Because being a woman in advertising was never straightforward. There was the day my managing director made a “casual” comment implying that a promotion could be mine, in exchange for a favour of an entirely different kind. A throwaway for him, but for me it was a flash of clarity: my experience of being a woman was always going to shape my working life.

And it wasn’t just that.

It was everywhere.

It was the fellow manager who came to me, nervous about asking for a pay rise, needing to rehearse the conversation because she knew the men in the room would take it as a personal affront rather than a reasonable request.

It was the fresh-faced newbies trying to build their “personal brand,” asking me how to be taken seriously without becoming “too masculine” – as if credibility and femininity couldn’t possibly co-exist.

It was the women coming back from maternity leave, quietly panicked about how to assimilate their new evolution – motherhood, exhaustion, perspective – with the shiny, pre-baby work persona they thought they had to resurrect in order to belong.

It was the male client who got me chastised for being “too abrupt” because I didn’t nod along with his ideas for a campaign that the data clearly showed would fail. I wasn’t rude. I wasn’t unprofessional. I just said maybe we should rethink a new route. And that, apparently, was unacceptable.

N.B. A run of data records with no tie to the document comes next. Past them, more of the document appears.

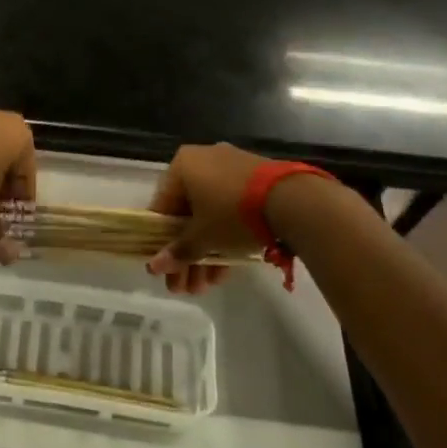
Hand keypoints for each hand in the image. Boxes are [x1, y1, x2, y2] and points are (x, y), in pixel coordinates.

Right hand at [146, 142, 270, 293]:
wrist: (292, 200)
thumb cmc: (233, 213)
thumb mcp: (203, 237)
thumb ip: (178, 252)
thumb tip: (154, 267)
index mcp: (182, 165)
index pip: (162, 207)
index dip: (161, 242)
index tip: (164, 269)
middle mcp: (204, 160)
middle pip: (188, 215)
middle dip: (187, 254)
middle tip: (186, 286)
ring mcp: (232, 169)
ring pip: (211, 215)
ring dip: (206, 251)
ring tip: (207, 286)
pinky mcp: (256, 181)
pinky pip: (231, 210)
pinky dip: (226, 236)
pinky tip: (226, 269)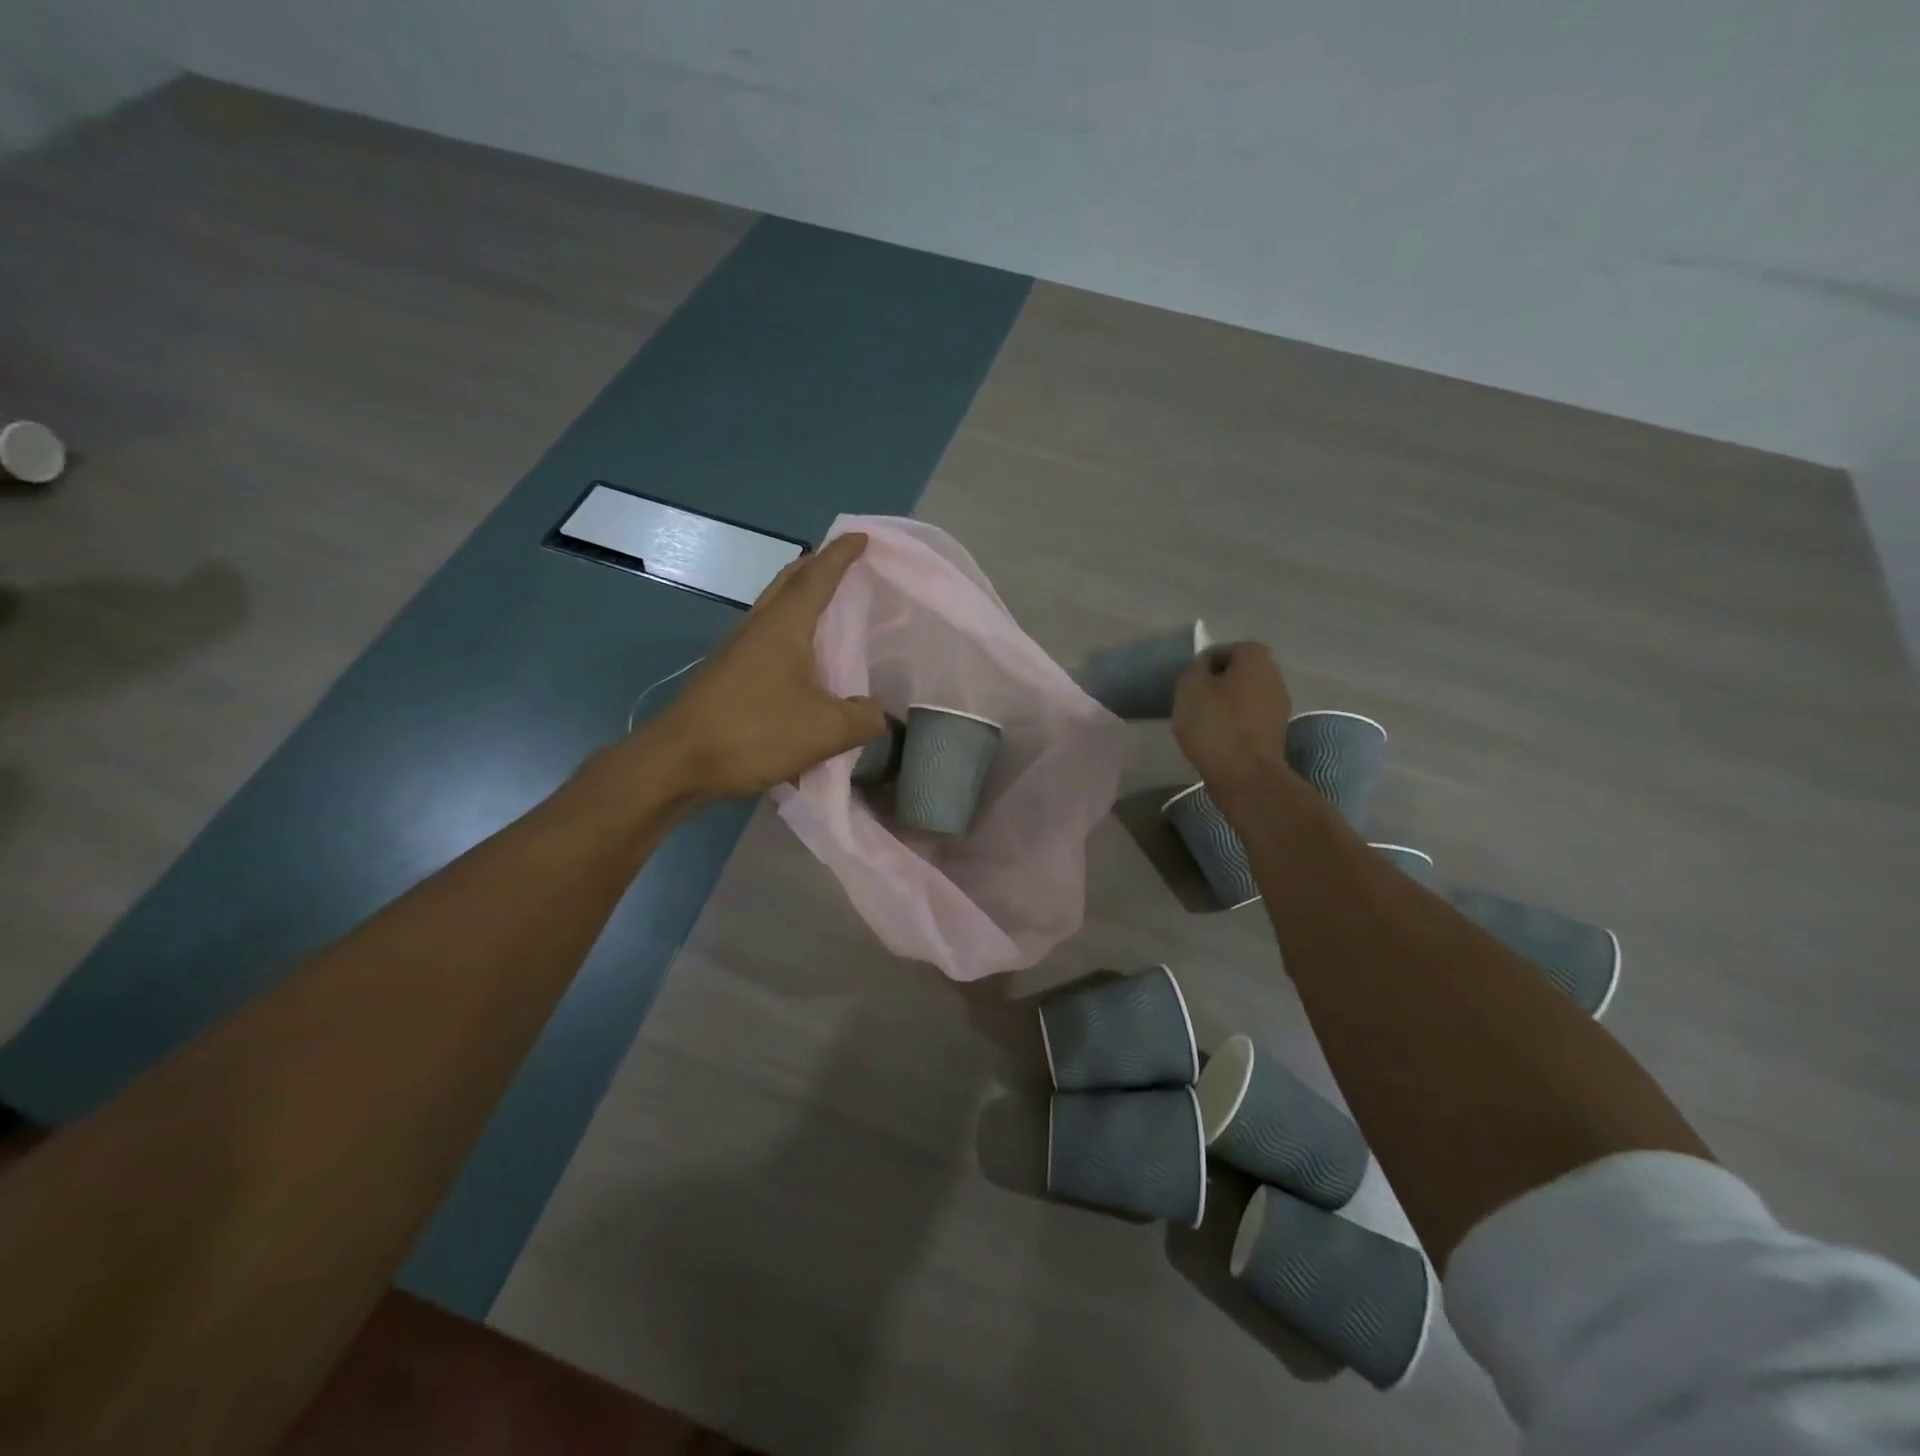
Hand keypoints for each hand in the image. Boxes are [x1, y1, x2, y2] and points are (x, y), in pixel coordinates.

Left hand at [637, 534, 886, 801]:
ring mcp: (738, 649)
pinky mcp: (729, 674)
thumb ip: (864, 719)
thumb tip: (883, 715)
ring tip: (831, 608)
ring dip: (802, 598)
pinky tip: (805, 659)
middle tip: (846, 565)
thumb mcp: (825, 730)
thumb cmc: (754, 732)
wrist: (678, 762)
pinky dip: (792, 631)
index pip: (819, 576)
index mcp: (784, 625)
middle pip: (790, 582)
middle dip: (818, 567)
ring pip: (776, 609)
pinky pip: (768, 637)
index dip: (842, 555)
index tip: (862, 537)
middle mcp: (759, 626)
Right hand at [1172, 642, 1294, 796]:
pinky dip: (1235, 723)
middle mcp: (1275, 676)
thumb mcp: (1190, 688)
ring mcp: (1279, 706)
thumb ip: (1196, 668)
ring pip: (1246, 696)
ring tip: (1203, 720)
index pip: (1228, 649)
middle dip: (1218, 682)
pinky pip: (1250, 718)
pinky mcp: (1276, 732)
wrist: (1246, 775)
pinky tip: (1217, 737)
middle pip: (1241, 672)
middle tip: (1195, 698)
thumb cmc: (1215, 725)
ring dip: (1227, 704)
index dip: (1207, 662)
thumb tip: (1205, 665)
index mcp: (1256, 659)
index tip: (1190, 680)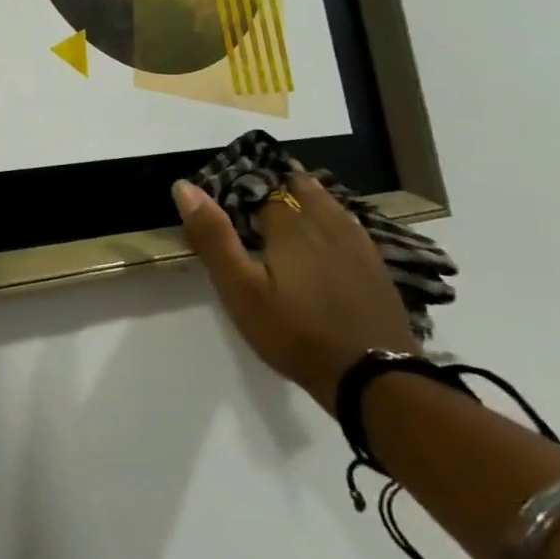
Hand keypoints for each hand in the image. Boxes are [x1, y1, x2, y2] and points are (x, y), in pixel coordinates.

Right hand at [173, 172, 419, 411]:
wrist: (373, 378)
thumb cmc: (294, 331)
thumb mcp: (240, 288)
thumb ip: (213, 236)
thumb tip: (184, 186)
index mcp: (291, 226)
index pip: (265, 185)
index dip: (245, 180)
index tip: (226, 179)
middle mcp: (327, 226)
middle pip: (304, 188)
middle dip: (280, 179)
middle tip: (256, 182)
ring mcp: (357, 246)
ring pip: (330, 204)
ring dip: (308, 193)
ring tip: (288, 195)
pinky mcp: (375, 268)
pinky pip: (350, 226)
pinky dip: (332, 216)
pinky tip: (328, 228)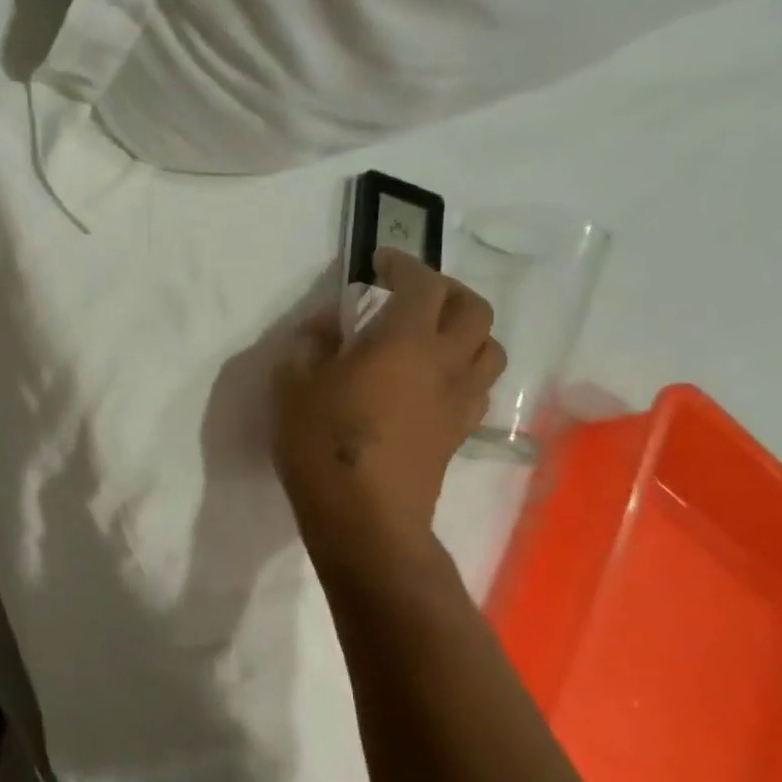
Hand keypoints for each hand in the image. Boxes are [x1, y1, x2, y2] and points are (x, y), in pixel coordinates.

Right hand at [272, 250, 505, 582]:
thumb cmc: (322, 444)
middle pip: (473, 309)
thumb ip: (309, 345)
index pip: (421, 283)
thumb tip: (329, 326)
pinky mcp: (458, 432)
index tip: (379, 262)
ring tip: (431, 335)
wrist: (364, 519)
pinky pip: (477, 385)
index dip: (403, 263)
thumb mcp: (292, 385)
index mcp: (404, 341)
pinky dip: (462, 368)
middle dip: (446, 290)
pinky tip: (431, 380)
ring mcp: (459, 400)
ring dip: (465, 329)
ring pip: (488, 347)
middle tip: (412, 294)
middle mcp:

These moments weren’t isolated. They were a pattern. A drip-drip reminder that to be a woman in that world was to be forever negotiating, adjusting, second-guessing. Some days I fought back. Some days I played the game. But always, I noticed. And the noticing grew into something more.

I trained as a coach, fuelled by the desire to empower the women coming up alongside me. I became the person people came to when they needed to rehearse a conversation, when they wanted to find their voice in a meeting, when they felt like they had to choose between being taken seriously and being themselves.

At the time, I thought my fire was about media.

The thrill of the pitch, the creative spark, the chase of the next campaign. But looking back now, I can see it clearly: it was never about advertising. It was always about women. About power. About refusing to accept that being female meant being sidelined, diminished, or silenced.

That fire carried me here – to the work I do now. The stage might have changed – boardrooms to birth rooms – but the purpose is the same. To stand with women as they step into their own power. To challenge the systems that tell them to be smaller, quieter, more compliant. To remind them that their voice matters – in the workplace, in the world, and especially in birth.

Because whether it’s a pitch meeting or a labour ward, the same question runs underneath it all: does this woman get to own her story, or will someone else try decide it for her?

That’s what lit the spark for me. And it’s why I’ll never stop doing this work.